SAHAFTAN 6 - Oben Güney "İnsanda Tiyatro Tiyatroda İnsan"


Sahaftan
İNSANDA TİYATRO – TİYATRODA İNSAN

            “Tiyatroda Yaşam – Oyun İlişkisi” ni okurken “Homo – Ludens” i ikinci kez okumaya yöneldiğimi söylemiştim. “Homo –Ludens”i ilk okuyuşumdan kalan, sayfa kenarına yazdığım şu küçük not çok ilgimi çekti. “Oynayan İnsan: Bu deyimi daha önce bir yerde okumuştum. İnsanda Tiyatro…” Tamamen unutmuşum.
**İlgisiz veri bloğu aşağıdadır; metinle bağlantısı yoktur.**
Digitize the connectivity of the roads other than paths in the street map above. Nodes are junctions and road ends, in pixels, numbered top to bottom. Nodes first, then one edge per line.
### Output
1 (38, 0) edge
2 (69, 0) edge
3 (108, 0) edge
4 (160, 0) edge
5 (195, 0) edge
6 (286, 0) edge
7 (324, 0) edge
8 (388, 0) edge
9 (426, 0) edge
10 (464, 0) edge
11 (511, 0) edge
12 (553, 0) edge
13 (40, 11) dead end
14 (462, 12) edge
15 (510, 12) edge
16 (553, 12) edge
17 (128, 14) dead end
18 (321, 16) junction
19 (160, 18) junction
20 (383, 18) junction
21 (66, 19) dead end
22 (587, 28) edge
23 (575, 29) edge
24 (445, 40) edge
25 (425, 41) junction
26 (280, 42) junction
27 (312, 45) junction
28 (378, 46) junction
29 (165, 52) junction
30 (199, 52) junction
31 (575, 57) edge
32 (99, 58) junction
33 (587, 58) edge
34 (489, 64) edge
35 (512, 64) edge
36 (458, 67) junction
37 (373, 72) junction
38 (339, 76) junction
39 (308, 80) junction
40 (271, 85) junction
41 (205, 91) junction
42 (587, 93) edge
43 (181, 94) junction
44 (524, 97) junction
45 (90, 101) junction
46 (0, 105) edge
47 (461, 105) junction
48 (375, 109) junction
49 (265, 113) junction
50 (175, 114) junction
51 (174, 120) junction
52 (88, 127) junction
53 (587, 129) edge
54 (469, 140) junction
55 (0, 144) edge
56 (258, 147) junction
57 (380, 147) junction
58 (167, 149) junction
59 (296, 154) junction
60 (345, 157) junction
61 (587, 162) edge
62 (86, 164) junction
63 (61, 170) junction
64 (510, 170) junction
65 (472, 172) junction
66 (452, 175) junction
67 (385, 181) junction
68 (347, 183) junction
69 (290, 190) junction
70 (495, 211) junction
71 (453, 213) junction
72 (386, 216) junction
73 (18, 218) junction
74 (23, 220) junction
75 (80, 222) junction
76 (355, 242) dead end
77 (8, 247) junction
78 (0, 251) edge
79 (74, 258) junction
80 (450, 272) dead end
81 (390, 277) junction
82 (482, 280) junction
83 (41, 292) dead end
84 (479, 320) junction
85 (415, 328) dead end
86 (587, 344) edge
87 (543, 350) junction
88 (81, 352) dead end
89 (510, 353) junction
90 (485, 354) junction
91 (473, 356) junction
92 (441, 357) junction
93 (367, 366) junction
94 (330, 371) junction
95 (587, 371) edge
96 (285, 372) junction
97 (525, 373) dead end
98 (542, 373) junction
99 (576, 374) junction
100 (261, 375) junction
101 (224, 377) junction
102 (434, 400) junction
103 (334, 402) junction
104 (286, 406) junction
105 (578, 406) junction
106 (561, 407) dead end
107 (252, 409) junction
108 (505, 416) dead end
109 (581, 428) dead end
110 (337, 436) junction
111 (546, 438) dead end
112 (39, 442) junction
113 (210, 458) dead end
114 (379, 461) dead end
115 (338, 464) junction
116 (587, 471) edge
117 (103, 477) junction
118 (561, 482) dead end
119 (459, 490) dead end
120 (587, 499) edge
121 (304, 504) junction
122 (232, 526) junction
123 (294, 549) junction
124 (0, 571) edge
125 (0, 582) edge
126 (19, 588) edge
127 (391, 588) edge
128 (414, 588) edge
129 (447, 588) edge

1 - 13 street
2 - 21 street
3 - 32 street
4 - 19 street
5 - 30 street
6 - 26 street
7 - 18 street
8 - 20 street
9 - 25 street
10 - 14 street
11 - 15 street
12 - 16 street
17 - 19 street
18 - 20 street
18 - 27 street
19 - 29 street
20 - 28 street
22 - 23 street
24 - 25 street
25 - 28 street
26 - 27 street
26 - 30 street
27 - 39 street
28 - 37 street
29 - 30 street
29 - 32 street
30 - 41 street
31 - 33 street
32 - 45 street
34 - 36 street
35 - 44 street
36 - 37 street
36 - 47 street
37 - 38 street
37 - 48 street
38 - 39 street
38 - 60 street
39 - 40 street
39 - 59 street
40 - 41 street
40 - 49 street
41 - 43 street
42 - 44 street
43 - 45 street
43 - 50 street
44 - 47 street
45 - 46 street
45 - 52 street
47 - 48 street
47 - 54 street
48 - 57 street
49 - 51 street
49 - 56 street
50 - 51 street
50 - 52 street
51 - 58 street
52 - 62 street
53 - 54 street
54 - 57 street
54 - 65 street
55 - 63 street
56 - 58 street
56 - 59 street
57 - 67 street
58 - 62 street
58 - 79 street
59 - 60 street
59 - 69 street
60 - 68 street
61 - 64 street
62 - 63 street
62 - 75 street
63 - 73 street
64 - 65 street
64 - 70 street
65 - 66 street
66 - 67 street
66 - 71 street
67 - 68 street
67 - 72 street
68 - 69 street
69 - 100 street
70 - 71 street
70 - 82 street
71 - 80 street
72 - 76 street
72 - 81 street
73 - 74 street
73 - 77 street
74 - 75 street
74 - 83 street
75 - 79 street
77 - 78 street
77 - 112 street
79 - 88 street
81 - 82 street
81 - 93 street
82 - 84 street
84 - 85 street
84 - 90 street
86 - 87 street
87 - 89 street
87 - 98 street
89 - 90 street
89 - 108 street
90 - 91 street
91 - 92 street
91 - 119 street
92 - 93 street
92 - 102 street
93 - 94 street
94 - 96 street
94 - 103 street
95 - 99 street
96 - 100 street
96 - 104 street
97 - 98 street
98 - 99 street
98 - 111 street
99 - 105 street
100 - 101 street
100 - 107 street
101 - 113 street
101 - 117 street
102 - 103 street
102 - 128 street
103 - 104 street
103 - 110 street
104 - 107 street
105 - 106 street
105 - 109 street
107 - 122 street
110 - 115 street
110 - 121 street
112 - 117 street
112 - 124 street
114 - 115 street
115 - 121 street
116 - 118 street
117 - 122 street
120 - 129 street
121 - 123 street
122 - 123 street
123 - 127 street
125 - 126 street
Yeniden düşününce kitaplığımın üst raflarında öylece bana bakan bir başka kitapla karşı karşıya kaldım. “İnsanda Tiyatro – Tiyatroda İnsan” Oben Güney’in kitabı. Heyecanla karıştırmaya başladım sayfalarını. (İlk sayfasına şu notu düşmüşüm. “Kitabı ikinci alışım.” Demek ki ilk aldığımı bir arkadaşıma kaptırmışım.) Seksenlerin ikinci yarısında okumuştum Oben Güney’in kitabını. Tekrar basımını yapılmadı ne yazık ki. İlk sayfada birinci cilt yazıyor. Oben Güney ikinci cildi hazırladığı halde kitaplaşmasını göremeden, erken denecek yaşta hayata veda etti.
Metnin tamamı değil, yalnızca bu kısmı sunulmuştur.